Return referring to Fig. 1, turbine cylinder is configured has exhaust gas inlet 26, this exhaust gas inlet 26 is configured to directly radially import in the turbine wheel waste gas and waste gas outlet 28, and this waste gas outlet 28 is configured directly derivation turbine wheel and the turbine cylinder that waste gas is axial.The spiral case (not shown) is connected to exhaust gas inlet, and the outer nozzle wall is bonded in adjacent the turbine cylinder of spiral case.The waste gas or other the high-octane gas that supply to turbosupercharger enter into turbine cylinder by import 26, and distribute by the spiral case in turbine cylinder, be used for by circumference nozzle entrance basically radially be input to turbine wheel.Compressor housings 16 comprises suction port 30, its be used for directly with air shaft to the importing compressor impeller, with the relief opening (not shown), its be used for directly with pressurized air radially the derivation compressor housings and import to engine aspirating system to be used for burning subsequently.

Fig. 3 A shows the front end face of nozzle and unison ring device 32, and this device is arranged among the turbine cylinder, and radially around turbine wheel.In general, the flow that nozzle unison ring device is used for controlling the waste gas that flows into turbine cylinder enters into turbine wheel, thereby regulates turbocharger operation.This device 32 comprises nozzle ring 34, and it is arranged on, for example, and the nozzle wall of contiguous turbine cylinder, and can center on the concentric setting of turbine wheel.Movably many, for example rotatable, blade 36 movably is connected on the nozzle ring 34.Blade 36 is provided with and is used for controlling the waste gas that flows into turbine wheel round turbine wheel.One unison ring (seeing 38 among Fig. 3 B) movably is connected on the apparent surface of nozzle ring 34, and to a plurality of blades 36 to realize the motion unanimity of blade.

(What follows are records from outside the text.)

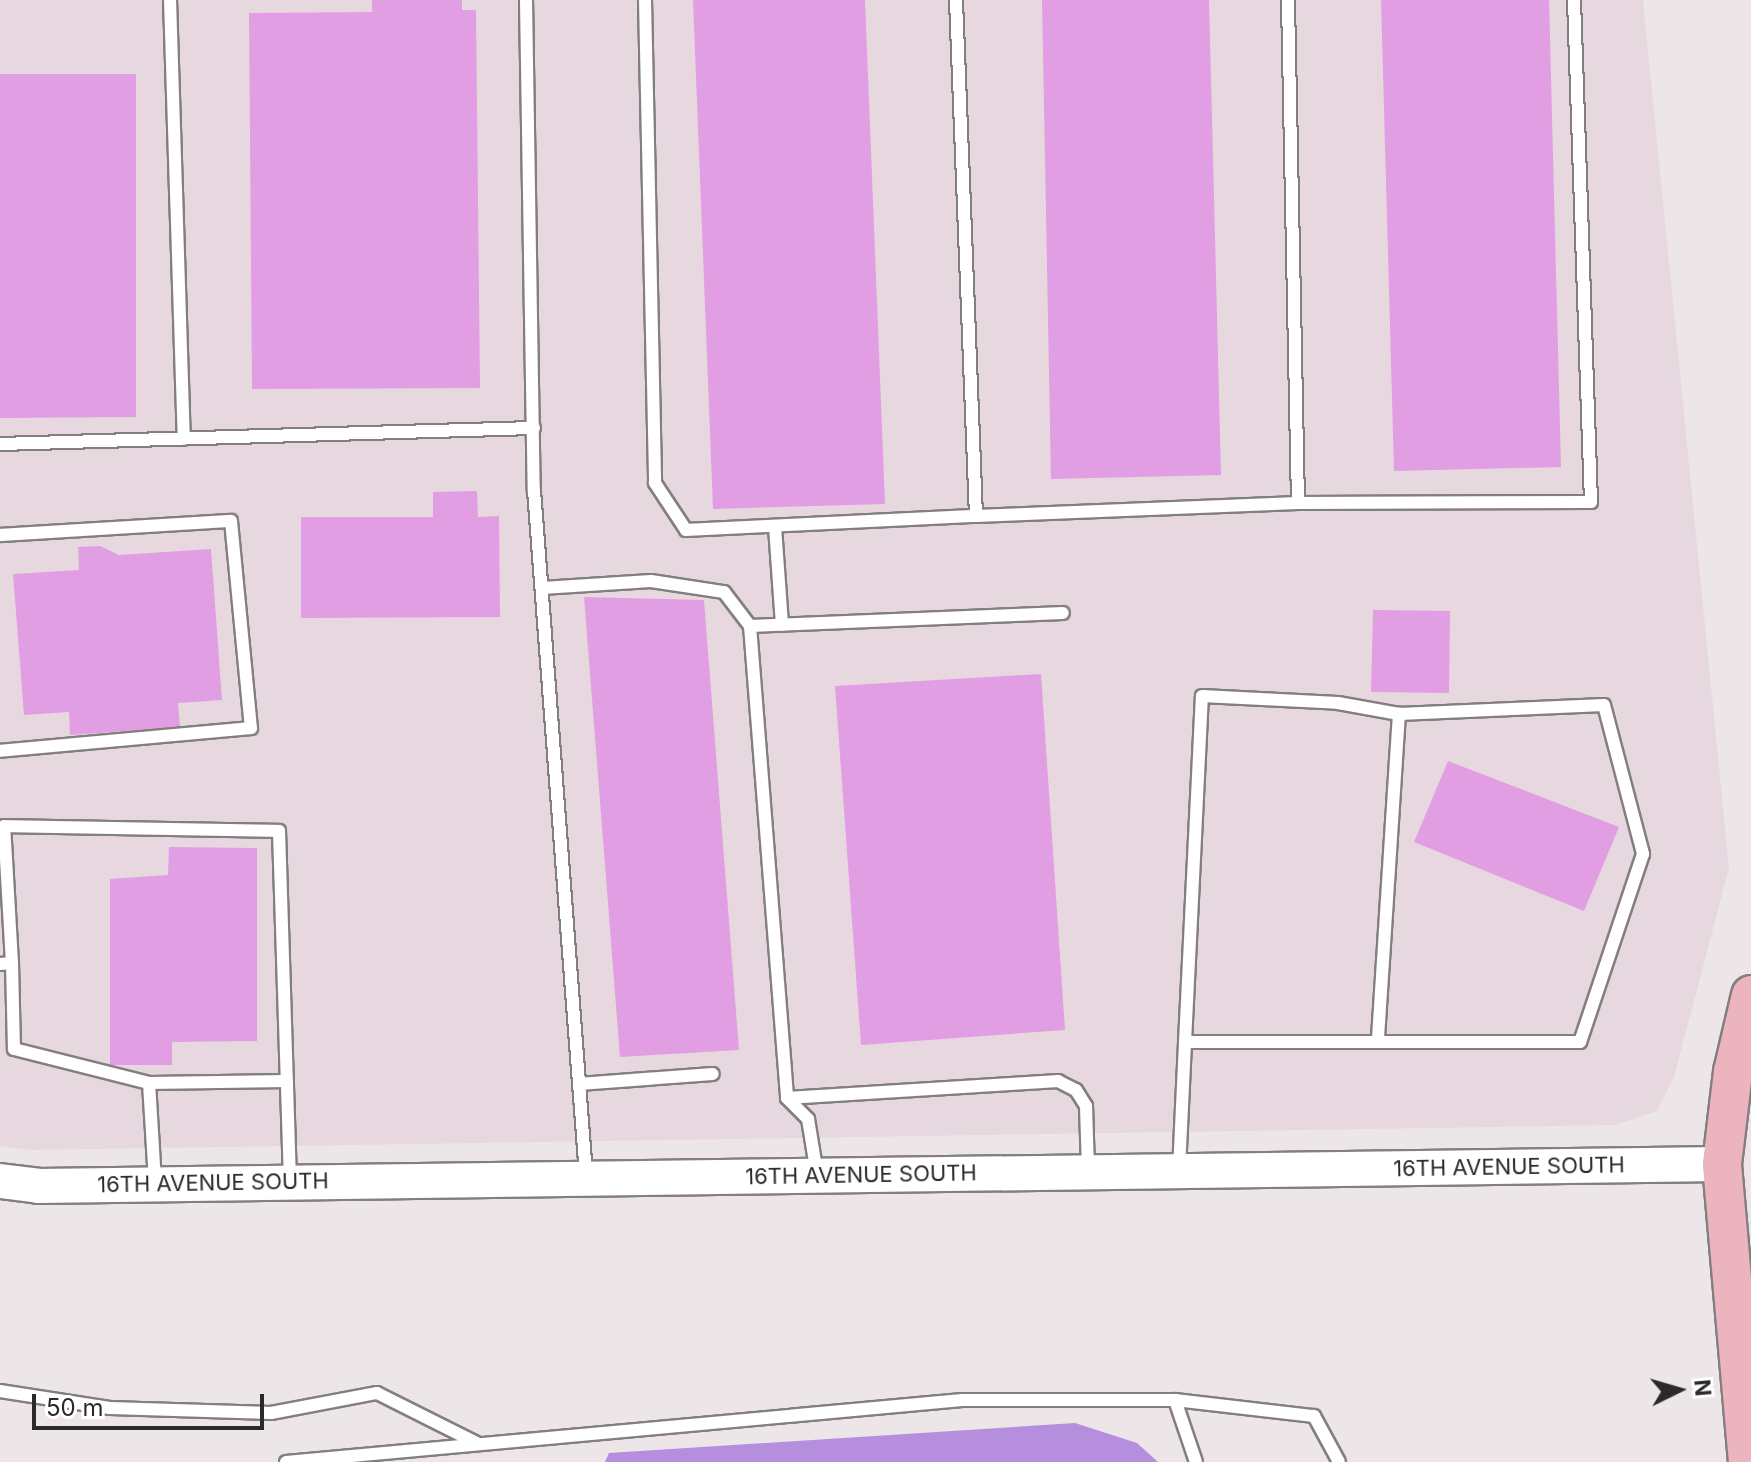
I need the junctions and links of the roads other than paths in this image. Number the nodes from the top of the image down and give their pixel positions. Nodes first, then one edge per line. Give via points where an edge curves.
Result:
1 (170, 0) edge
2 (526, 0) edge
3 (645, 0) edge
4 (956, 0) edge
5 (1288, 0) edge
6 (1574, 0) edge
7 (534, 428) junction
8 (184, 439) junction
9 (0, 444) edge
10 (1298, 503) junction
11 (976, 516) junction
12 (775, 527) junction
13 (0, 535) edge
14 (542, 588) junction
15 (1063, 613) dead end
16 (782, 625) junction
17 (750, 626) junction
18 (1399, 714) junction
19 (0, 751) edge
20 (6, 964) edge
21 (1751, 995) edge
22 (1378, 1038) junction
23 (1185, 1042) junction
24 (713, 1074) dead end
25 (287, 1081) junction
26 (149, 1083) junction
27 (579, 1084) junction
28 (787, 1098) junction
29 (1722, 1164) junction
30 (1179, 1170) junction
31 (1088, 1172) junction
32 (817, 1176) junction
33 (586, 1179) junction
34 (0, 1181) edge
35 (290, 1182) junction
36 (156, 1184) junction
37 (0, 1391) edge
38 (1175, 1400) junction
39 (479, 1444) junction
40 (286, 1462) edge
41 (1196, 1462) edge
42 (1339, 1462) edge
43 (1748, 1462) edge

1 - 8 lane
2 - 7 lane
3 - 12 lane via 655,483 686,530
4 - 11 lane
5 - 10 lane
6 - 10 lane via 1591,502
7 - 8 lane
7 - 14 lane
8 - 9 lane
10 - 11 lane
11 - 12 lane
12 - 16 lane
13 - 19 lane via 231,521 251,728
14 - 17 lane via 651,581 724,592
14 - 27 lane
15 - 16 lane
16 - 17 lane
17 - 28 lane
18 - 22 lane
18 - 22 lane via 1604,705 1643,854 1580,1042
18 - 23 lane via 1338,703 1202,696
20 - 25 lane via 4,826 279,831
20 - 26 lane via 14,1049
21 - 29 main road via 1733,1072
22 - 23 lane
23 - 30 lane
24 - 27 lane
25 - 26 lane
25 - 35 lane
26 - 36 lane
27 - 33 lane
28 - 31 lane via 1058,1081 1076,1090 1086,1106
28 - 32 lane via 808,1119
29 - 30 street, 16TH AVENUE SOUTH
29 - 43 main road
30 - 31 street, 16TH AVENUE SOUTH
31 - 32 street, 16TH AVENUE SOUTH
32 - 33 street, 16TH AVENUE SOUTH
33 - 35 street, 16TH AVENUE SOUTH
34 - 36 street, 16TH AVENUE SOUTH via 38,1186
35 - 36 street, 16TH AVENUE SOUTH
37 - 39 lane via 110,1408 271,1413 377,1393
38 - 39 lane via 962,1400
38 - 41 lane
38 - 42 lane via 1314,1416
39 - 40 lane

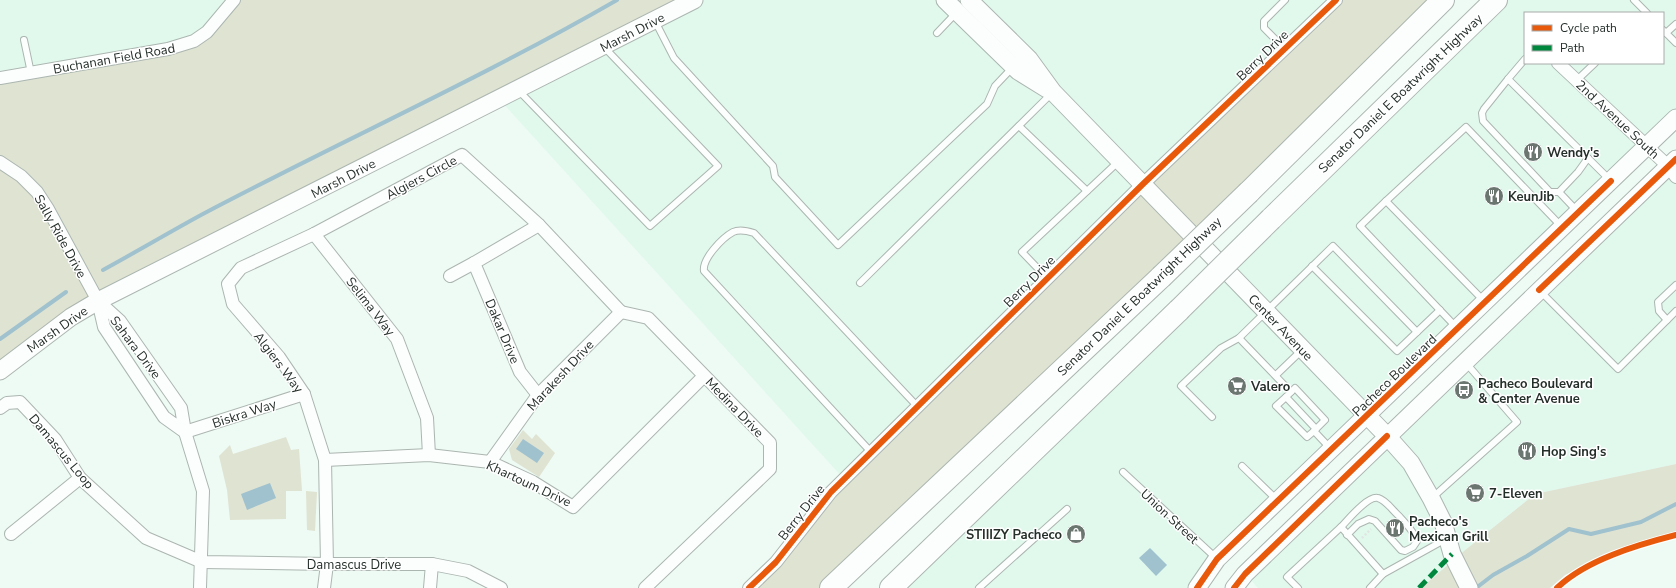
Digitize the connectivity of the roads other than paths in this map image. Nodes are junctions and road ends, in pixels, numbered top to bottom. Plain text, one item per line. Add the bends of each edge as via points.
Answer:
1 (234, 0) edge
2 (694, 0) edge
3 (945, 0) edge
4 (969, 0) edge
5 (1286, 0) edge
6 (1443, 0) edge
7 (1496, 0) edge
8 (1634, 0) edge
9 (1334, 1) edge
10 (956, 12) junction
11 (1646, 12) edge
12 (655, 21) junction
13 (1676, 24) edge
14 (1665, 31) edge
15 (937, 33) dead end
16 (24, 40) dead end
17 (1676, 43) edge
18 (604, 46) junction
19 (1285, 49) junction
20 (1524, 60) edge
21 (1559, 64) edge
22 (1594, 64) edge
23 (1013, 67) junction
24 (31, 73) junction
25 (0, 78) edge
26 (1508, 78) junction
27 (1576, 80) junction
28 (518, 90) junction
29 (1053, 92) junction
30 (1676, 118) edge
31 (1019, 126) junction
32 (1646, 147) junction
33 (1588, 158) junction
34 (1120, 161) junction
35 (0, 162) edge
36 (1673, 167) edge
37 (1611, 181) junction
38 (1143, 184) junction
39 (1087, 191) junction
40 (1559, 192) junction
41 (1386, 201) junction
42 (1579, 212) junction
43 (538, 225) junction
44 (1563, 227) junction
45 (314, 234) junction
46 (474, 263) junction
47 (1312, 266) junction
48 (450, 276) dead end
49 (1048, 278) junction
50 (860, 283) dead end
51 (228, 284) joint
52 (1676, 285) edge
53 (1539, 290) junction
54 (98, 301) junction
55 (1485, 302) junction
56 (1440, 310) junction
57 (1266, 311) junction
58 (1676, 311) edge
59 (621, 312) junction
60 (1667, 320) junction
61 (1458, 329) junction
62 (1417, 332) junction
63 (1239, 338) junction
64 (1302, 350) junction
65 (1464, 361) junction
66 (0, 370) edge
67 (1276, 375) junction
68 (704, 376) junction
69 (1291, 392) junction
70 (304, 394) junction
71 (538, 395) junction
72 (1286, 397) junction
73 (917, 406) junction
74 (0, 408) edge
75 (1368, 415) junction
76 (1212, 417) dead end
77 (1315, 430) junction
78 (185, 432) junction
79 (1387, 436) junction
80 (1331, 450) junction
81 (871, 452) junction
82 (429, 455) junction
83 (325, 460) junction
84 (490, 462) junction
85 (1242, 466) dead end
86 (1123, 472) dead end
87 (80, 478) junction
88 (1432, 498) junction
89 (1278, 501) junction
90 (1067, 509) dead end
91 (1341, 528) junction
92 (11, 534) dead end
93 (1347, 535) junction
94 (1448, 538) junction
95 (1401, 550) junction
96 (1217, 559) junction
97 (1408, 560) junction
98 (202, 562) junction
99 (327, 564) junction
100 (432, 564) junction
101 (1383, 574) junction
102 (200, 588) edge
103 (324, 588) edge
104 (430, 588) edge
105 (501, 588) edge
106 (645, 588) edge
107 (749, 588) edge
108 (831, 588) edge
109 (891, 588) edge
110 (980, 588) edge
111 (1197, 588) edge
112 (1234, 588) edge
113 (1298, 588) edge
114 (1370, 588) edge
115 (1469, 588) edge

1 - 24 street, Buchanan Field Road via 207,32 194,41 168,50
2 - 12 street, Marsh Drive
3 - 10 street, Center Avenue
4 - 29 street, Center Avenue via 1029,59
5 - 19 lane via 1264,21 1264,28
6 - 108 highway, Senator Daniel E Boatwright Highway, bridge via 1161,277
7 - 109 highway, Senator Daniel E Boatwright Highway, bridge
8 - 11 lane
9 - 19 street, Berry Drive
10 - 15 lane
10 - 23 street, Center Avenue
12 - 18 street, Marsh Drive
12 - 23 lane via 674,58 773,166 775,177 838,245 987,104 995,86
13 - 14 lane
14 - 17 lane
16 - 24 lane
18 - 28 street, Marsh Drive
18 - 28 lane via 718,166 650,226
19 - 38 street, Berry Drive
20 - 26 lane
21 - 27 street, 2nd Avenue South
22 - 27 lane
23 - 29 street, Center Avenue
24 - 25 street, Buchanan Field Road
26 - 33 lane
26 - 40 lane via 1484,109 1483,121 1550,192
27 - 32 street, 2nd Avenue South
28 - 54 street, Marsh Drive
29 - 31 lane
29 - 34 street, Center Avenue
30 - 32 street, Pacheco Boulevard
31 - 39 lane
31 - 50 lane
32 - 36 street, 2nd Avenue South
32 - 37 street, Pacheco Boulevard
33 - 37 lane
33 - 40 lane
34 - 38 street, Center Avenue
34 - 39 lane
35 - 54 street, Sally Ride Drive via 21,176 37,192
36 - 53 street
37 - 42 street, Pacheco Boulevard
38 - 49 street, Berry Drive
38 - 57 street, Center Avenue
39 - 49 lane via 1022,252
40 - 42 lane
41 - 44 lane via 1466,127
41 - 55 lane
41 - 56 lane via 1360,226
42 - 44 street, Pacheco Boulevard
43 - 45 street, Algiers Circle via 462,155
43 - 46 street
43 - 59 street, Algiers Circle
44 - 55 street, Pacheco Boulevard
45 - 51 street, Algiers Circle via 241,268
45 - 82 street, Selima Way via 397,339 427,418
46 - 48 street
46 - 71 street, Dakar Drive via 520,372
47 - 57 lane
47 - 62 lane via 1397,351
47 - 62 lane via 1333,246
49 - 73 street, Berry Drive
51 - 70 street, Algiers Way via 233,304 279,357
52 - 60 lane via 1658,302 1659,311
53 - 60 lane via 1618,369
53 - 65 street
54 - 66 street, Marsh Drive via 71,317
54 - 78 street, Sahara Drive via 120,321 181,408
54 - 78 street, Sahara Drive via 104,327 164,417
55 - 61 street, Pacheco Boulevard
56 - 61 lane
56 - 62 lane
57 - 63 lane
57 - 64 street, Center Avenue
58 - 60 lane
59 - 68 street, Medina Drive via 648,318
59 - 71 street, Marakesh Drive
61 - 75 street, Pacheco Boulevard
63 - 67 lane
63 - 76 lane via 1221,348 1181,386
64 - 67 lane
64 - 75 street, Center Avenue
65 - 79 street
65 - 88 lane via 1517,422
67 - 69 lane
68 - 84 street, Khartoum Drive via 573,507 533,482
68 - 106 street, Medina Drive via 770,444 770,469
69 - 72 lane
69 - 77 lane via 1295,388 1325,420
70 - 78 street, Biskra Way
70 - 83 street, Algiers Way
71 - 84 street, Marakesh Drive
72 - 77 lane
72 - 77 lane via 1276,406 1307,437
73 - 81 street, Berry Drive
73 - 81 lane via 754,233 732,232 709,254 705,260 704,271
74 - 87 street, Damascus Loop via 7,403 20,402 55,438
75 - 79 street, Center Avenue
75 - 80 street, Pacheco Boulevard
77 - 80 lane
78 - 98 street, Sahara Drive via 203,491
79 - 88 street, Center Avenue via 1411,463
79 - 112 street via 1245,574
80 - 89 street, Pacheco Boulevard
81 - 107 street, Berry Drive via 831,492 776,562
82 - 83 street, Khartoum Drive
82 - 84 street, Khartoum Drive
83 - 99 street, Algiers Way
85 - 89 lane
86 - 96 lane, Union Street
87 - 92 street
87 - 98 street, Damascus Loop via 146,538
88 - 94 street, Center Avenue
89 - 96 street, Pacheco Boulevard
90 - 110 lane
91 - 93 lane
91 - 95 lane via 1366,502 1378,497 1416,537 1417,541 1413,546 1406,551
91 - 113 lane via 1287,577
93 - 95 lane via 1358,524 1369,519 1375,521
93 - 101 lane
94 - 97 lane
94 - 115 street, Center Avenue via 1454,558
95 - 97 lane
96 - 111 street, Pacheco Boulevard
97 - 101 lane
98 - 99 street, Damascus Drive
98 - 102 street, Sahara Drive
99 - 100 street, Damascus Drive
99 - 103 street, Algiers Way
100 - 104 street
100 - 105 street, Damascus Drive via 468,570
101 - 114 lane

Fig. 3 B shows the apparent surface of nozzle and unison ring device 32, shows again at this around the nozzle ring 34 and the unison ring 38 that are provided with.A plurality of arms 40 are inserted between nozzle ring 34 and the unison ring 38 or are close to them, and its purpose is in order to connect unison ring to blade.Each arm 40 comprises outer end 42, and its design is used for movably being engaged among the space or groove 44 of corresponding complementation, and this complementary space or groove 44 are arranged between the unison ring, and inside end 46 is designed to connect corresponding blade.Fig. 3 C shows the view same as the nozzle of Fig. 3 B and unison ring device 32, is that this device 32 is set in the VGT turbine cylinder 14 specifically.

Like this structure, unison ring is rotated in turbine cylinder with respect to the fixed nozzle ring, and this rotation can cause arm 40 to move with respect to nozzle ring, thus moving blade.The actuator assembly (not shown) is connected on the unison ring 38 and is configured at a direction or another required direction rotation unison ring, with radially outward or inside moving blade, thereby control imports the pressure and/or the volume flowrate of the waste gas of turbine.

Fig. 4 A and 4B show arm 40 and how corresponding blade 36 is bonded to each other by nozzle ring 34.Each blade 36 movably is connected on the nozzle ring, and by for example selling 48, an end of this pin 48 is connected on the axial plane of blade, and its opposite end is connected on the end 46 of arm 40.This pin stretches out by the opening in the nozzle ring 50, and the pin end that is connected to each correspondence that is fixed of blade and arm.Like this structure can cause the rotatablely moving of blade on the apparent surface at nozzle ring in the rotation of lip-deep each arm of nozzle ring.

Fig. 5 A shows as mentioned above the known routine used with VGTs " straight " blade 50.This specific leaf characteristic is for having inner airfoil surfaces 52 and external aerofoil 54, and they each all is flat or the plane in design.Each inside and outside flap surface extends to from the forward position or the front end 56 of blade with first curvature radius, has on the trailing edge or afterbody 58 of less basically radius of curvature.Being characterized as with respect to one of the Blade Design that this is conventional has symmetric shape, this axle from front end to the rear end penetrating blade.That is to say that inner airfoil surfaces 52 and external aerofoil 54 are symmetrical relative to each other, thereby cause flat or straight camberline.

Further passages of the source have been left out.